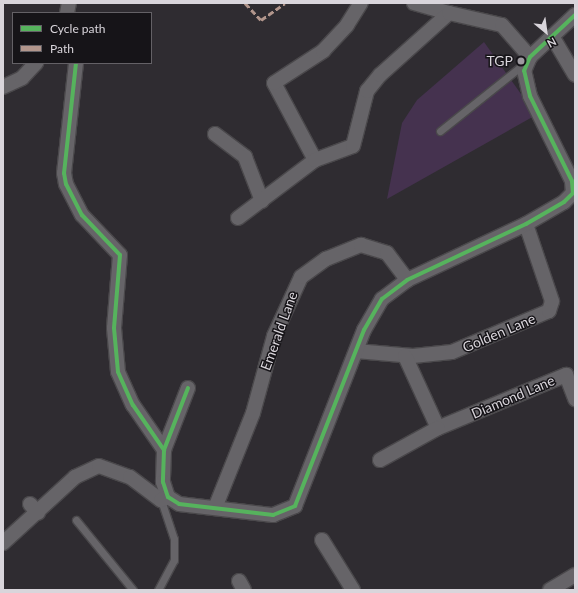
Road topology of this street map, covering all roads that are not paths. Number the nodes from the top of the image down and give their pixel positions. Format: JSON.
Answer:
{"nodes":[{"id":1,"x":361,"y":3,"type":"edge"},
{"id":2,"x":414,"y":3,"type":"edge"},
{"id":3,"x":449,"y":13,"type":"junction"},
{"id":4,"x":575,"y":15,"type":"edge"},
{"id":5,"x":552,"y":36,"type":"junction"},
{"id":6,"x":528,"y":60,"type":"junction"},
{"id":7,"x":35,"y":64,"type":"edge"},
{"id":8,"x":76,"y":64,"type":"edge"},
{"id":9,"x":575,"y":75,"type":"edge"},
{"id":10,"x":3,"y":87,"type":"edge"},
{"id":11,"x":440,"y":131,"type":"dead end"},
{"id":12,"x":215,"y":134,"type":"dead end"},
{"id":13,"x":315,"y":160,"type":"junction"},
{"id":14,"x":262,"y":201,"type":"junction"},
{"id":15,"x":238,"y":218,"type":"dead end"},
{"id":16,"x":526,"y":224,"type":"junction"},
{"id":17,"x":407,"y":280,"type":"junction"},
{"id":18,"x":356,"y":351,"type":"junction"},
{"id":19,"x":404,"y":356,"type":"junction"},
{"id":20,"x":188,"y":388,"type":"dead end"},
{"id":21,"x":575,"y":399,"type":"edge"},
{"id":22,"x":438,"y":428,"type":"junction"},
{"id":23,"x":164,"y":450,"type":"junction"},
{"id":24,"x":380,"y":460,"type":"dead end"},
{"id":25,"x":165,"y":499,"type":"junction"},
{"id":26,"x":215,"y":508,"type":"junction"},
{"id":27,"x":76,"y":520,"type":"dead end"},
{"id":28,"x":322,"y":540,"type":"dead end"},
{"id":29,"x":3,"y":543,"type":"edge"},
{"id":30,"x":575,"y":576,"type":"edge"},
{"id":31,"x":133,"y":590,"type":"edge"},
{"id":32,"x":158,"y":590,"type":"edge"},
{"id":33,"x":353,"y":590,"type":"edge"},
{"id":34,"x":550,"y":590,"type":"edge"}],
"edges":[{"from":1,"to":13,"type":"street"},
{"from":2,"to":3,"type":"street"},
{"from":3,"to":6,"type":"street"},
{"from":3,"to":13,"type":"street"},
{"from":4,"to":5,"type":"street"},
{"from":5,"to":6,"type":"street"},
{"from":5,"to":9,"type":"street"},
{"from":6,"to":11,"type":"lane"},
{"from":6,"to":16,"type":"street"},
{"from":7,"to":10,"type":"street"},
{"from":8,"to":23,"type":"street"},
{"from":12,"to":14,"type":"street"},
{"from":13,"to":14,"type":"street"},
{"from":14,"to":15,"type":"street"},
{"from":16,"to":17,"type":"street"},
{"from":16,"to":19,"type":"street","name":"Golden Lane"},
{"from":17,"to":18,"type":"street"},
{"from":17,"to":26,"type":"street","name":"Emerald Lane"},
{"from":18,"to":19,"type":"street","name":"Golden Lane"},
{"from":18,"to":26,"type":"street"},
{"from":19,"to":22,"type":"street"},
{"from":20,"to":23,"type":"street"},
{"from":21,"to":22,"type":"street","name":"Diamond Lane"},
{"from":22,"to":24,"type":"street","name":"Diamond Lane"},
{"from":23,"to":25,"type":"street"},
{"from":25,"to":26,"type":"street"},
{"from":25,"to":29,"type":"street"},
{"from":25,"to":32,"type":"lane"},
{"from":27,"to":31,"type":"lane"},
{"from":28,"to":33,"type":"street"},
{"from":30,"to":34,"type":"street"}]}
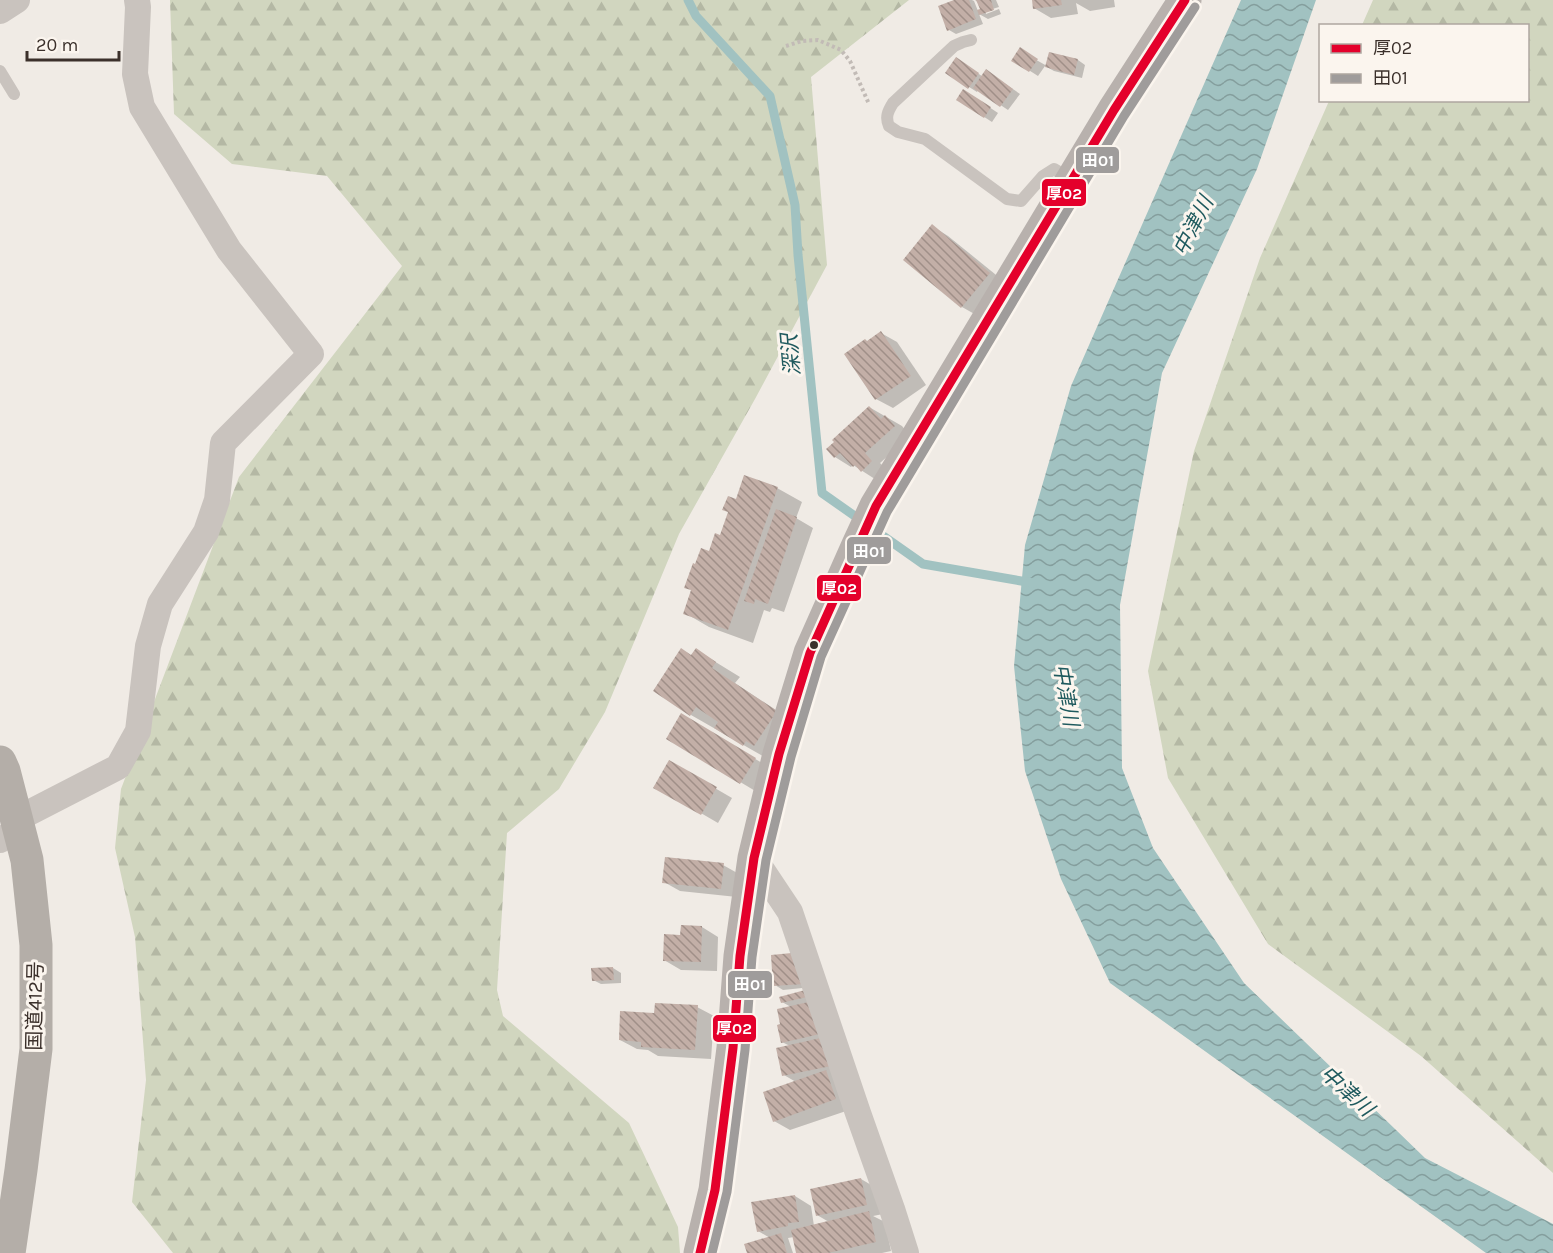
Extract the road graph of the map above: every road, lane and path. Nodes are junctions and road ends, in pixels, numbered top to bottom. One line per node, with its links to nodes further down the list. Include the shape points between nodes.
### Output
1 (17, 0): 4 (street)
2 (137, 0): 12 (street, via 135,74 142,107 229,250 311,354 223,443 217,500 206,532 160,604 148,646 138,731 118,767)
3 (1185, 0): 10 (main road)
4 (0, 11)
5 (971, 40): 9 (lane, via 954,46 928,70 893,103)
6 (786, 46): 9 (path, via 818,40 841,50 850,61 873,114)
7 (0, 71): 8 (lane)
8 (14, 94)
9 (886, 119): 10 (lane, via 898,132 925,139 1007,199 1021,201 1054,169)
10 (1072, 180): 13 (main road, via 876,506 858,544 810,653 779,754)
11 (0, 762): 12 (highway, 国道412号)
12 (12, 830): 14 (highway, 国道412号, via 27,860 36,945 36,1049)
13 (754, 858): 15 (main road, via 717,1178); 16 (street, via 790,912)
14 (9, 1253)
15 (700, 1253)
16 (906, 1253)

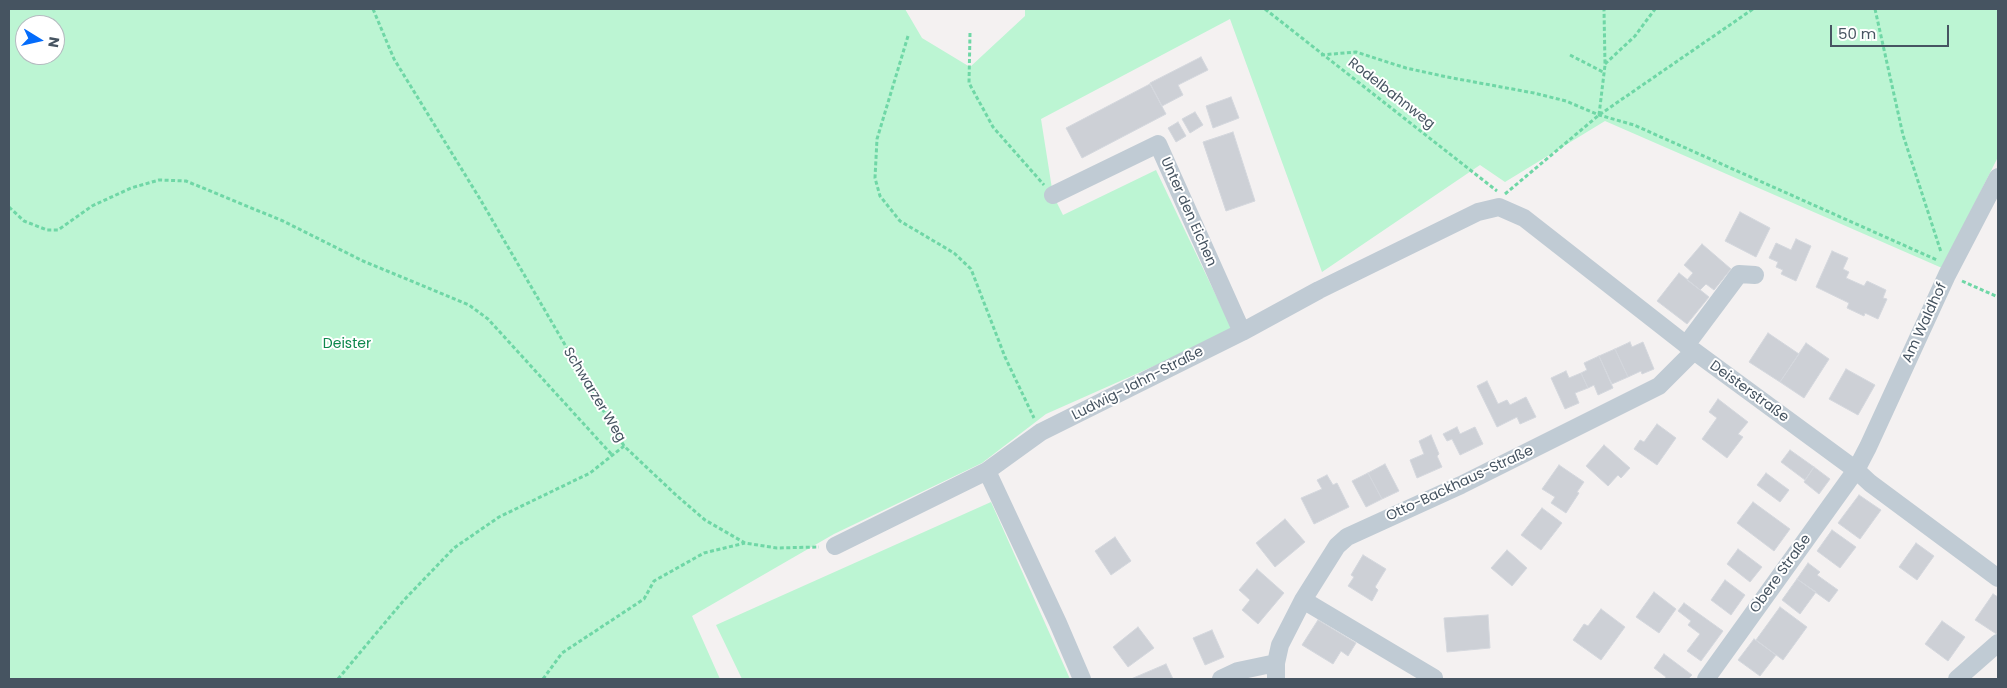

Exercise goal: Could you return all lines from the records that include the word "main"?

Solution to this exercise:
3 (1185, 0): 10 (main road)
10 (1072, 180): 13 (main road, via 876,506 858,544 810,653 779,754)
13 (754, 858): 15 (main road, via 717,1178); 16 (street, via 790,912)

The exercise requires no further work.